Normalization is explicit so raw sensor units can vary independently of the matching metric. This keeps the protocol logic stable while allowing future calibration and sensor-specific mappings.
`epsilon` and `window_size` are parameters to keep the matching policy transparent and tunable. They allow experiments to trade off between sensitivity and stability without rewriting core logic.
## Threat Model (Informal)
- Adversarial network: assume the network or transport can be observed or interfered with; the protocol logic here does not secure or authenticate transport.
- Trusted local sensors: assume local sensing and feature extraction are trusted and not adversarially manipulated.

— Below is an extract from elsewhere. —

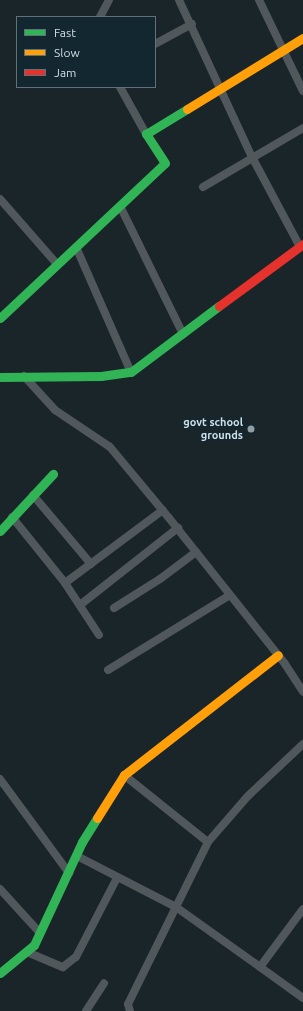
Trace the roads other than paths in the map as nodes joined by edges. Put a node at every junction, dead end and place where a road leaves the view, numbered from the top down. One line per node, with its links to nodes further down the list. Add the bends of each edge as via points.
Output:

- SRT secrecy: assume SRTs are shared out of band and remain secret; the library does not provide key exchange.
- Biosensor availability: assume peers can obtain measured submodality patterns reliably enough to evaluate matches.
This crate does not implement encryption, authentication, or secure channels. It only provides rendezvous logic given an SRT and measured patterns.
## Limitations
- Temporal resolution: the reference model targets minutes-to-hours stability rather than instantaneous matching.

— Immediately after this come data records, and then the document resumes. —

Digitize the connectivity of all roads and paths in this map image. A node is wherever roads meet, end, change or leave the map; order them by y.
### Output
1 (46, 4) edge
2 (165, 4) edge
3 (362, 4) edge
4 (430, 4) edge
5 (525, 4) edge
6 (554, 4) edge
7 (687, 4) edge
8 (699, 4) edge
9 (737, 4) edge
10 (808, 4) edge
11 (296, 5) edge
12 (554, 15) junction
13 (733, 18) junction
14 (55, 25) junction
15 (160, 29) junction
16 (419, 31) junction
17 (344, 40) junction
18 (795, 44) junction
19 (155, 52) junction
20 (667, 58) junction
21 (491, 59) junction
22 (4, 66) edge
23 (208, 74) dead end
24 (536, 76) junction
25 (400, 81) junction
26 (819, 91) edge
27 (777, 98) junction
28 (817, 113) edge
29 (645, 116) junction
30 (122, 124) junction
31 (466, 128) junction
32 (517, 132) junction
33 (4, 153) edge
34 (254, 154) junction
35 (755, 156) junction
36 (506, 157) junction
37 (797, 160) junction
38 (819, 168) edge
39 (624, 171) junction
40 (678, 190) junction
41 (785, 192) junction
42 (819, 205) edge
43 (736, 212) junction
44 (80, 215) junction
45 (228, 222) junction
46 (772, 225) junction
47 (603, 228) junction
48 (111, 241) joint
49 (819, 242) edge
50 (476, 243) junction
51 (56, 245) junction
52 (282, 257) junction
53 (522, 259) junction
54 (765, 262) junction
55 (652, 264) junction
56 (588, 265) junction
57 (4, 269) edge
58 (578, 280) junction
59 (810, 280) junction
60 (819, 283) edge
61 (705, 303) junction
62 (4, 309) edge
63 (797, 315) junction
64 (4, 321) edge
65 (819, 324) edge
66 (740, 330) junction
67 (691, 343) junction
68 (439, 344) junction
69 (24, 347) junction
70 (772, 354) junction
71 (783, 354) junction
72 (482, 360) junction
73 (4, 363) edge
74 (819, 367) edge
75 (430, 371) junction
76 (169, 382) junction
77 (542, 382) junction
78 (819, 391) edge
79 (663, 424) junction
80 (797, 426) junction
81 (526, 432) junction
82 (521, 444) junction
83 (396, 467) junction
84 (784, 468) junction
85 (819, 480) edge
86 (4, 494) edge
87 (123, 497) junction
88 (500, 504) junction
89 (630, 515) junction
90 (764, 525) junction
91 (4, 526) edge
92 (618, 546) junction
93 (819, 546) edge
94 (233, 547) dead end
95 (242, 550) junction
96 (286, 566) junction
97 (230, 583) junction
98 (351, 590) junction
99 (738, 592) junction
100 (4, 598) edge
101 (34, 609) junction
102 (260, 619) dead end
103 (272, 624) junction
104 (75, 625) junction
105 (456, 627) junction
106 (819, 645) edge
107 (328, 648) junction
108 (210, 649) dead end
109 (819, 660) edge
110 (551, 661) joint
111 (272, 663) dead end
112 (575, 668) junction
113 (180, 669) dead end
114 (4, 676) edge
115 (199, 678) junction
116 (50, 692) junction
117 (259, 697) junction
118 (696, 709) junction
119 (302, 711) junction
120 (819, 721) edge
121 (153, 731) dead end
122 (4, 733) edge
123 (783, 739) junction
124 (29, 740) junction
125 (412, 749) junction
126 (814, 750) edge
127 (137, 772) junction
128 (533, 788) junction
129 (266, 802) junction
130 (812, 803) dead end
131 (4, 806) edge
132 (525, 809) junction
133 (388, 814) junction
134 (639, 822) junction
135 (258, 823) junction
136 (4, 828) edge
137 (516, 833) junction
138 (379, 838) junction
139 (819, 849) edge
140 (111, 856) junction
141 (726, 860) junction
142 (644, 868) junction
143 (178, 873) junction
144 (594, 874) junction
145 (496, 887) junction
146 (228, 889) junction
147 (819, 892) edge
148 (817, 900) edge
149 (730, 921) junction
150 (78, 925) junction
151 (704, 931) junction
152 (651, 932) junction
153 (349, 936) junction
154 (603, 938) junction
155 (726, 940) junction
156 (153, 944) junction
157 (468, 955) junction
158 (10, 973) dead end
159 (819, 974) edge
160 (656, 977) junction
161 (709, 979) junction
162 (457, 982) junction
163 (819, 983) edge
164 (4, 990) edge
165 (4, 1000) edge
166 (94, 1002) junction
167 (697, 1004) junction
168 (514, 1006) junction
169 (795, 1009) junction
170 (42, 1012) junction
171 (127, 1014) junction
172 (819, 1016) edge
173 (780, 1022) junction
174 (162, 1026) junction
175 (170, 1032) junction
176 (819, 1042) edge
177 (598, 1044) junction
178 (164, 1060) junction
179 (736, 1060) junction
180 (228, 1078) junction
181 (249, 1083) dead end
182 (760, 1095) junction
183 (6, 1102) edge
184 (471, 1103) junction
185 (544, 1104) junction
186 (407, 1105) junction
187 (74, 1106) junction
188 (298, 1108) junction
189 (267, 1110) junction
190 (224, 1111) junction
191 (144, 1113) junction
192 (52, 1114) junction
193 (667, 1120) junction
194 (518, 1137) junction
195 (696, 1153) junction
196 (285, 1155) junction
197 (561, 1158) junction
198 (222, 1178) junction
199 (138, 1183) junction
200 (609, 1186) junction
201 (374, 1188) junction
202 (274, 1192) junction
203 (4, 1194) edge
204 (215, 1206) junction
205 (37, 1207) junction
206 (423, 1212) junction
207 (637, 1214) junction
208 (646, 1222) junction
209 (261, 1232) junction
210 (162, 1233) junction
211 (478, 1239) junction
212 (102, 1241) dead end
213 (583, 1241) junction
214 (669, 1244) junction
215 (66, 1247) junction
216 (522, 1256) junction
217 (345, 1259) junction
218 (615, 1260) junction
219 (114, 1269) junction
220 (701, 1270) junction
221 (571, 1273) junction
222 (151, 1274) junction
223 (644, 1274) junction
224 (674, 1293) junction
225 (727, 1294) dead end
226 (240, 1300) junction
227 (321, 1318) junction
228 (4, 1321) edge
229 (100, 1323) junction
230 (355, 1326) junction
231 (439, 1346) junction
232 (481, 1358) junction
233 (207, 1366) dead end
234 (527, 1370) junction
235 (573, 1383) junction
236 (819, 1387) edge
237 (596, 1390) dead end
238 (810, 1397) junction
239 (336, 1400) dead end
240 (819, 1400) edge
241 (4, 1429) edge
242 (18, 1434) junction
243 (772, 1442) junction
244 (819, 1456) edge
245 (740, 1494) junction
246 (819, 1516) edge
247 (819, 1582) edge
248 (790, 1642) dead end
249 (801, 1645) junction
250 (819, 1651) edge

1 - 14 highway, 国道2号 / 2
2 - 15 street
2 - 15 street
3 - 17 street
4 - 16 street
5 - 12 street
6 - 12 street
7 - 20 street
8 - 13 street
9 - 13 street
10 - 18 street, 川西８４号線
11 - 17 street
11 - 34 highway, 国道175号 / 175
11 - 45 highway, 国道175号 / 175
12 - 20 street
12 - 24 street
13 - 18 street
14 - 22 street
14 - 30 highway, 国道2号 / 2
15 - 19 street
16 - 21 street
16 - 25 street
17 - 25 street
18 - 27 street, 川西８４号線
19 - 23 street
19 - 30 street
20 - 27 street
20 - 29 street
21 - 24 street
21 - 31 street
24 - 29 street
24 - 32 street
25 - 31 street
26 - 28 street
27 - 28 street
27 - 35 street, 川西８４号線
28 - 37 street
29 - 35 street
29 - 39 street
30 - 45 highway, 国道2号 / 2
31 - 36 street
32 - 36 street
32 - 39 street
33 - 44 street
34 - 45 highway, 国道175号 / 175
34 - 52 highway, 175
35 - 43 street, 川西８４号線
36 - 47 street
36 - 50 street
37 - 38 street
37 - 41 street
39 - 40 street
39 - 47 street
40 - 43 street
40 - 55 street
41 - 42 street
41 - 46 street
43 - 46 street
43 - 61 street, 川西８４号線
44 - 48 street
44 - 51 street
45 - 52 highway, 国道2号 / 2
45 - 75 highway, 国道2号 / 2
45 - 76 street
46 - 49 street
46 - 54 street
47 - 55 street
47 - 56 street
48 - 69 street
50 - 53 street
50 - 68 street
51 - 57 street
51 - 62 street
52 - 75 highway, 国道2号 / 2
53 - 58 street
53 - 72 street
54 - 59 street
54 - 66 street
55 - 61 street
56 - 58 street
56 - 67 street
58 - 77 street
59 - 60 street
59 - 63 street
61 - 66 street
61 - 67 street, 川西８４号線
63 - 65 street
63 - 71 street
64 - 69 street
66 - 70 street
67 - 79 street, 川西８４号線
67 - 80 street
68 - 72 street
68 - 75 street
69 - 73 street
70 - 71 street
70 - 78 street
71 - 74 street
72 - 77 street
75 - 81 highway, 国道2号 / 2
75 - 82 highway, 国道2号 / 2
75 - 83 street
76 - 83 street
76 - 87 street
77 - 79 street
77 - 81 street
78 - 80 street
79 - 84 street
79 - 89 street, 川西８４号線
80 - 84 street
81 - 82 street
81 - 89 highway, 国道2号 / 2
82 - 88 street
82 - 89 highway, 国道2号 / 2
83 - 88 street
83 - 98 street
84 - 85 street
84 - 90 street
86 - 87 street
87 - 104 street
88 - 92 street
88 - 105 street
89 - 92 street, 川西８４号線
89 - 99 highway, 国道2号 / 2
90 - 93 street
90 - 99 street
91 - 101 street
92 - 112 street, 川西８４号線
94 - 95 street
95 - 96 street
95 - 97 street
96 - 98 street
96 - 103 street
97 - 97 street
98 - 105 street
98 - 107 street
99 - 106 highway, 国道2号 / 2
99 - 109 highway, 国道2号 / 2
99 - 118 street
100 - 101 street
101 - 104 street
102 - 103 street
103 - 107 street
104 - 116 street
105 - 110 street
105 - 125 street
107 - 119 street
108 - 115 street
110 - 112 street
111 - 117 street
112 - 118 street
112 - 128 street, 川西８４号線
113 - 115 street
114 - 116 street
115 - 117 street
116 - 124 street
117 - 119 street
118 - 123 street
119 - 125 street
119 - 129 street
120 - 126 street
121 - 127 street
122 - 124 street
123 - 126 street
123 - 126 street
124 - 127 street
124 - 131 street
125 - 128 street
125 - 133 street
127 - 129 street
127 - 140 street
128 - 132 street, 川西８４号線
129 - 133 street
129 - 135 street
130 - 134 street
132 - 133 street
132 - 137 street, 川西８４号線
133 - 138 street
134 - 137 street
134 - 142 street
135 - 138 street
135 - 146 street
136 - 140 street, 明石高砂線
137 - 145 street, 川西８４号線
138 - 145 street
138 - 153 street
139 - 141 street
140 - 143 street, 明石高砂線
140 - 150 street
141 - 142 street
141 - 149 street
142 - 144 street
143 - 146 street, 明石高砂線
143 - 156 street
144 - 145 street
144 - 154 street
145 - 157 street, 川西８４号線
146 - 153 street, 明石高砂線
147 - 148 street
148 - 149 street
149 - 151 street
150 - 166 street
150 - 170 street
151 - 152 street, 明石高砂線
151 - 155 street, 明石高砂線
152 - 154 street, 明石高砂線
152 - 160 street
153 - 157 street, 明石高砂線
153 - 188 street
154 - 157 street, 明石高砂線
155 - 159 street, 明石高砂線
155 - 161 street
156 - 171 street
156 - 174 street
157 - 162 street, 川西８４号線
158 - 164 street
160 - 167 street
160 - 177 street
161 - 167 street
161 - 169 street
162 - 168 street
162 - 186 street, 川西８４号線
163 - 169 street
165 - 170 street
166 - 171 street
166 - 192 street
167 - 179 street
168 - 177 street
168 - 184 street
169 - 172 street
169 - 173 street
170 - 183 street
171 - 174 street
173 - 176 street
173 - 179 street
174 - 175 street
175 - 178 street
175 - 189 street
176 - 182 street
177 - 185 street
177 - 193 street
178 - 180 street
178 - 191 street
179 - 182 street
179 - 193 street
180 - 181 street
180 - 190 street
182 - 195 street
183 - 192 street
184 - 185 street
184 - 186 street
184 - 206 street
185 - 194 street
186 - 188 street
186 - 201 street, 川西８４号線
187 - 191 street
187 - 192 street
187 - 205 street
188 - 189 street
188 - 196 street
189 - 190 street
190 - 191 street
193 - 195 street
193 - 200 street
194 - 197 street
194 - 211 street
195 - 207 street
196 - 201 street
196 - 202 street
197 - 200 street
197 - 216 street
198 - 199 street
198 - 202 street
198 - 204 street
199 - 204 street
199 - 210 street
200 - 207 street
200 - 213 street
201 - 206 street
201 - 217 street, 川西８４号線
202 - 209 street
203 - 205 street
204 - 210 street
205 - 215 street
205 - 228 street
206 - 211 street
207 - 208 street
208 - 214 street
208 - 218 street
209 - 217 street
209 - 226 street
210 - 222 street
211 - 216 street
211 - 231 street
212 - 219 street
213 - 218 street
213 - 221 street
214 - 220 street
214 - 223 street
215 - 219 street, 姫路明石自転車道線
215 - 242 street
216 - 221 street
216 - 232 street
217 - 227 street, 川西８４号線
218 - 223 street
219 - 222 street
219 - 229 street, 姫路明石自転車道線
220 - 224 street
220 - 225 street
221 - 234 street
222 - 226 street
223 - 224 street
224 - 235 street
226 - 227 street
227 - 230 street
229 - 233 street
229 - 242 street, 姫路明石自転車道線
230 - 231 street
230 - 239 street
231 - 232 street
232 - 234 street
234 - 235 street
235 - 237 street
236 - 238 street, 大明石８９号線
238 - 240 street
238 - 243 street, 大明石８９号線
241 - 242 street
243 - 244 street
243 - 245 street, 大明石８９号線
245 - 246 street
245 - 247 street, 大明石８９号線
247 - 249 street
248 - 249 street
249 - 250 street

- Pattern stability: environmental variation and sensor drift can destabilize patterns; real deployments require calibration.
- Metric simplicity: Euclidean distance and static `epsilon` are simple baselines and may underperform adaptive or domain-specific metrics.
## Extension Ideas
- Alternative distance metrics or adaptive `epsilon` strategies.
- Pluggable sensor backends with calibration pipelines.
- Integration with mobile apps or edge devices for data collection.
## Out of Scope
This project does not implement real biosensor integrations, device firmware, or mobile apps. It focuses strictly on the protocol and its logic.